■ **DATA FOR REVIEW**:

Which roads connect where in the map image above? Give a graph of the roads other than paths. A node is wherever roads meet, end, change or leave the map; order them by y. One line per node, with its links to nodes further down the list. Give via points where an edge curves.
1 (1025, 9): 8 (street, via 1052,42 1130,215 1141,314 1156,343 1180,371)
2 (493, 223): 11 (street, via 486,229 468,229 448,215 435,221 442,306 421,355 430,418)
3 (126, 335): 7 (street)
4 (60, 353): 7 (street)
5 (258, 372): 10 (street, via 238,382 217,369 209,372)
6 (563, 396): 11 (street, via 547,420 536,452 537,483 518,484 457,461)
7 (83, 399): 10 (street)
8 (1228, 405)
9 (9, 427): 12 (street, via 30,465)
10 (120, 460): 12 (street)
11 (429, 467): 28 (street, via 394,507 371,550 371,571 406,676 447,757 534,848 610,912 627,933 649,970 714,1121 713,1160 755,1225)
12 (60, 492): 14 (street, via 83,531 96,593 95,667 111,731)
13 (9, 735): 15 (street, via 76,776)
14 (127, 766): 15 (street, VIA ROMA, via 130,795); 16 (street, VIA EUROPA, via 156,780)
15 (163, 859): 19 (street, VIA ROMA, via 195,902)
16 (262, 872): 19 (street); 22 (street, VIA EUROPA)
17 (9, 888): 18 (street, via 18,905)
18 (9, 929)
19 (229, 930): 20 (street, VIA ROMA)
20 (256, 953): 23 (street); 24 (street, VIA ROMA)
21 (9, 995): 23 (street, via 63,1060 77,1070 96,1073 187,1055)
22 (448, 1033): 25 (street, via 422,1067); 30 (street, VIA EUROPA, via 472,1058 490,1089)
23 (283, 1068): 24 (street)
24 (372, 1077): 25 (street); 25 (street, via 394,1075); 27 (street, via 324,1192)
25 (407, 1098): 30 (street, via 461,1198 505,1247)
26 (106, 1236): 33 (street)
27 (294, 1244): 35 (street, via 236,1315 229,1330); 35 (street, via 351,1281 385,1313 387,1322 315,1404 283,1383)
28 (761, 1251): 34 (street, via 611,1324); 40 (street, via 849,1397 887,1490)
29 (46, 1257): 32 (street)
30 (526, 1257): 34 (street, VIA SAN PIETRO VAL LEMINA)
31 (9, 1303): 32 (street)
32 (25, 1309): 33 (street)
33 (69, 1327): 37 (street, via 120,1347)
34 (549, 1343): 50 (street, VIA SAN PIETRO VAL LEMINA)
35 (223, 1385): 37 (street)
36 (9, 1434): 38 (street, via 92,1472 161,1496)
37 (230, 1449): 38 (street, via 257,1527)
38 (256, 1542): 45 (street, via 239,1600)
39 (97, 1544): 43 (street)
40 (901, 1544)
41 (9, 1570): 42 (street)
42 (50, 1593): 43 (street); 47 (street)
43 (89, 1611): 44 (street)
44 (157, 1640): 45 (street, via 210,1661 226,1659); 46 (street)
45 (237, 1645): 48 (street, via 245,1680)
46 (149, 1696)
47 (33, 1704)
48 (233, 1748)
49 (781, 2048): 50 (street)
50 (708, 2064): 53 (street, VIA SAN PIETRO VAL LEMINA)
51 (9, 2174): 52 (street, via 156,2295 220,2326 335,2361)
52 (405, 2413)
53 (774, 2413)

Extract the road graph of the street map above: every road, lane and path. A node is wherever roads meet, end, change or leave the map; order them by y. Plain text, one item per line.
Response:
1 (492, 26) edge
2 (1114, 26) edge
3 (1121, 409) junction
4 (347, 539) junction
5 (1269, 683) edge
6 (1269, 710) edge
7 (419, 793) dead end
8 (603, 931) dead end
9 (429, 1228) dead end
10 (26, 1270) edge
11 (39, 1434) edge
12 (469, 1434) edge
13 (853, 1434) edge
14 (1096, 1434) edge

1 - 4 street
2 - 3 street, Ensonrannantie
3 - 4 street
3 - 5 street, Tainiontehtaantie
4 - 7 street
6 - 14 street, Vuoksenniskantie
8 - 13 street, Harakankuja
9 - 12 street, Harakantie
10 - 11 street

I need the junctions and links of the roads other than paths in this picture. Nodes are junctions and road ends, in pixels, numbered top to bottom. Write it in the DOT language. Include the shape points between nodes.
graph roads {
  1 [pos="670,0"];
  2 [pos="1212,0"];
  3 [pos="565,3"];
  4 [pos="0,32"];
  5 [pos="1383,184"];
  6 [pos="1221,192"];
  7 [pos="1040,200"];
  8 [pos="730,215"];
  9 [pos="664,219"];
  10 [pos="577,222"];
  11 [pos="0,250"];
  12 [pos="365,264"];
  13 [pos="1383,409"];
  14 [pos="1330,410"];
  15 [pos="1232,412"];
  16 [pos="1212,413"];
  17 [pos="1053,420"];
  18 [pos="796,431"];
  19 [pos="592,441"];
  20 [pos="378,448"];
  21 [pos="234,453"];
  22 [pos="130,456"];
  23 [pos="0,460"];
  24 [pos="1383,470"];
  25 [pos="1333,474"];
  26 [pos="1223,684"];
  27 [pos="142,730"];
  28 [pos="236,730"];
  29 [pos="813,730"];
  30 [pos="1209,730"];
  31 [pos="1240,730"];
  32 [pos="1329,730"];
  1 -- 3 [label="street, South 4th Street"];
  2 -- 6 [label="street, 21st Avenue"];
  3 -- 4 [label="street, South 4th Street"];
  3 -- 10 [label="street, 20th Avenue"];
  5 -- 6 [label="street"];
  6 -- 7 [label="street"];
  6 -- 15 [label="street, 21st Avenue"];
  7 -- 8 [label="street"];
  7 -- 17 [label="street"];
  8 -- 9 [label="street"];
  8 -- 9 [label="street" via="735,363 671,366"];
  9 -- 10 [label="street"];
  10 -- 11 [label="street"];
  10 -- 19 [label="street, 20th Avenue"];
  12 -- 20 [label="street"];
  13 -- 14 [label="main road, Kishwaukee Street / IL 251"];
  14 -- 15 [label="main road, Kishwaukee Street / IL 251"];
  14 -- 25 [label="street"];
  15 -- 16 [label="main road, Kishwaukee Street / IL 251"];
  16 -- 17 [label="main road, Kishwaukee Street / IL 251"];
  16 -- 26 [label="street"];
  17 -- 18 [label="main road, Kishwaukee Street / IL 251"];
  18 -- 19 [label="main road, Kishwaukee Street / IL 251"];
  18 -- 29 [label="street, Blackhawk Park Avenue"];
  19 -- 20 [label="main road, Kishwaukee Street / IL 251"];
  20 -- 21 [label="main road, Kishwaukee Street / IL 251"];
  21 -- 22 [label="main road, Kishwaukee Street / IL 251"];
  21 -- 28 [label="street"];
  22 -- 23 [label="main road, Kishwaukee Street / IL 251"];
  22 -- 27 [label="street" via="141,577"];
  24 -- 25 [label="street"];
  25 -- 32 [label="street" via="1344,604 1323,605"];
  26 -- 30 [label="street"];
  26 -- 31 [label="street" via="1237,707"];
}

■ **PROBLEM TO SOLVE**: The full listing is to be restated word for word.

■ **SOLUTION**:
Which roads connect where in the map image above? Give a graph of the roads other than paths. A node is wherever roads meet, end, change or leave the map; order them by y. One line per node, with its links to nodes further down the list. Give via points where an edge curves.
1 (1025, 9): 8 (street, via 1052,42 1130,215 1141,314 1156,343 1180,371)
2 (493, 223): 11 (street, via 486,229 468,229 448,215 435,221 442,306 421,355 430,418)
3 (126, 335): 7 (street)
4 (60, 353): 7 (street)
5 (258, 372): 10 (street, via 238,382 217,369 209,372)
6 (563, 396): 11 (street, via 547,420 536,452 537,483 518,484 457,461)
7 (83, 399): 10 (street)
8 (1228, 405)
9 (9, 427): 12 (street, via 30,465)
10 (120, 460): 12 (street)
11 (429, 467): 28 (street, via 394,507 371,550 371,571 406,676 447,757 534,848 610,912 627,933 649,970 714,1121 713,1160 755,1225)
12 (60, 492): 14 (street, via 83,531 96,593 95,667 111,731)
13 (9, 735): 15 (street, via 76,776)
14 (127, 766): 15 (street, VIA ROMA, via 130,795); 16 (street, VIA EUROPA, via 156,780)
15 (163, 859): 19 (street, VIA ROMA, via 195,902)
16 (262, 872): 19 (street); 22 (street, VIA EUROPA)
17 (9, 888): 18 (street, via 18,905)
18 (9, 929)
19 (229, 930): 20 (street, VIA ROMA)
20 (256, 953): 23 (street); 24 (street, VIA ROMA)
21 (9, 995): 23 (street, via 63,1060 77,1070 96,1073 187,1055)
22 (448, 1033): 25 (street, via 422,1067); 30 (street, VIA EUROPA, via 472,1058 490,1089)
23 (283, 1068): 24 (street)
24 (372, 1077): 25 (street); 25 (street, via 394,1075); 27 (street, via 324,1192)
25 (407, 1098): 30 (street, via 461,1198 505,1247)
26 (106, 1236): 33 (street)
27 (294, 1244): 35 (street, via 236,1315 229,1330); 35 (street, via 351,1281 385,1313 387,1322 315,1404 283,1383)
28 (761, 1251): 34 (street, via 611,1324); 40 (street, via 849,1397 887,1490)
29 (46, 1257): 32 (street)
30 (526, 1257): 34 (street, VIA SAN PIETRO VAL LEMINA)
31 (9, 1303): 32 (street)
32 (25, 1309): 33 (street)
33 (69, 1327): 37 (street, via 120,1347)
34 (549, 1343): 50 (street, VIA SAN PIETRO VAL LEMINA)
35 (223, 1385): 37 (street)
36 (9, 1434): 38 (street, via 92,1472 161,1496)
37 (230, 1449): 38 (street, via 257,1527)
38 (256, 1542): 45 (street, via 239,1600)
39 (97, 1544): 43 (street)
40 (901, 1544)
41 (9, 1570): 42 (street)
42 (50, 1593): 43 (street); 47 (street)
43 (89, 1611): 44 (street)
44 (157, 1640): 45 (street, via 210,1661 226,1659); 46 (street)
45 (237, 1645): 48 (street, via 245,1680)
46 (149, 1696)
47 (33, 1704)
48 (233, 1748)
49 (781, 2048): 50 (street)
50 (708, 2064): 53 (street, VIA SAN PIETRO VAL LEMINA)
51 (9, 2174): 52 (street, via 156,2295 220,2326 335,2361)
52 (405, 2413)
53 (774, 2413)

Extract the road graph of the street map above: every road, lane and path. A node is wherever roads meet, end, change or leave the map; order them by y. Plain text, one item per line.
Response:
1 (492, 26) edge
2 (1114, 26) edge
3 (1121, 409) junction
4 (347, 539) junction
5 (1269, 683) edge
6 (1269, 710) edge
7 (419, 793) dead end
8 (603, 931) dead end
9 (429, 1228) dead end
10 (26, 1270) edge
11 (39, 1434) edge
12 (469, 1434) edge
13 (853, 1434) edge
14 (1096, 1434) edge

1 - 4 street
2 - 3 street, Ensonrannantie
3 - 4 street
3 - 5 street, Tainiontehtaantie
4 - 7 street
6 - 14 street, Vuoksenniskantie
8 - 13 street, Harakankuja
9 - 12 street, Harakantie
10 - 11 street

I need the junctions and links of the roads other than paths in this picture. Nodes are junctions and road ends, in pixels, numbered top to bottom. Write it in the DOT language. Include the shape points between nodes.
graph roads {
  1 [pos="670,0"];
  2 [pos="1212,0"];
  3 [pos="565,3"];
  4 [pos="0,32"];
  5 [pos="1383,184"];
  6 [pos="1221,192"];
  7 [pos="1040,200"];
  8 [pos="730,215"];
  9 [pos="664,219"];
  10 [pos="577,222"];
  11 [pos="0,250"];
  12 [pos="365,264"];
  13 [pos="1383,409"];
  14 [pos="1330,410"];
  15 [pos="1232,412"];
  16 [pos="1212,413"];
  17 [pos="1053,420"];
  18 [pos="796,431"];
  19 [pos="592,441"];
  20 [pos="378,448"];
  21 [pos="234,453"];
  22 [pos="130,456"];
  23 [pos="0,460"];
  24 [pos="1383,470"];
  25 [pos="1333,474"];
  26 [pos="1223,684"];
  27 [pos="142,730"];
  28 [pos="236,730"];
  29 [pos="813,730"];
  30 [pos="1209,730"];
  31 [pos="1240,730"];
  32 [pos="1329,730"];
  1 -- 3 [label="street, South 4th Street"];
  2 -- 6 [label="street, 21st Avenue"];
  3 -- 4 [label="street, South 4th Street"];
  3 -- 10 [label="street, 20th Avenue"];
  5 -- 6 [label="street"];
  6 -- 7 [label="street"];
  6 -- 15 [label="street, 21st Avenue"];
  7 -- 8 [label="street"];
  7 -- 17 [label="street"];
  8 -- 9 [label="street"];
  8 -- 9 [label="street" via="735,363 671,366"];
  9 -- 10 [label="street"];
  10 -- 11 [label="street"];
  10 -- 19 [label="street, 20th Avenue"];
  12 -- 20 [label="street"];
  13 -- 14 [label="main road, Kishwaukee Street / IL 251"];
  14 -- 15 [label="main road, Kishwaukee Street / IL 251"];
  14 -- 25 [label="street"];
  15 -- 16 [label="main road, Kishwaukee Street / IL 251"];
  16 -- 17 [label="main road, Kishwaukee Street / IL 251"];
  16 -- 26 [label="street"];
  17 -- 18 [label="main road, Kishwaukee Street / IL 251"];
  18 -- 19 [label="main road, Kishwaukee Street / IL 251"];
  18 -- 29 [label="street, Blackhawk Park Avenue"];
  19 -- 20 [label="main road, Kishwaukee Street / IL 251"];
  20 -- 21 [label="main road, Kishwaukee Street / IL 251"];
  21 -- 22 [label="main road, Kishwaukee Street / IL 251"];
  21 -- 28 [label="street"];
  22 -- 23 [label="main road, Kishwaukee Street / IL 251"];
  22 -- 27 [label="street" via="141,577"];
  24 -- 25 [label="street"];
  25 -- 32 [label="street" via="1344,604 1323,605"];
  26 -- 30 [label="street"];
  26 -- 31 [label="street" via="1237,707"];
}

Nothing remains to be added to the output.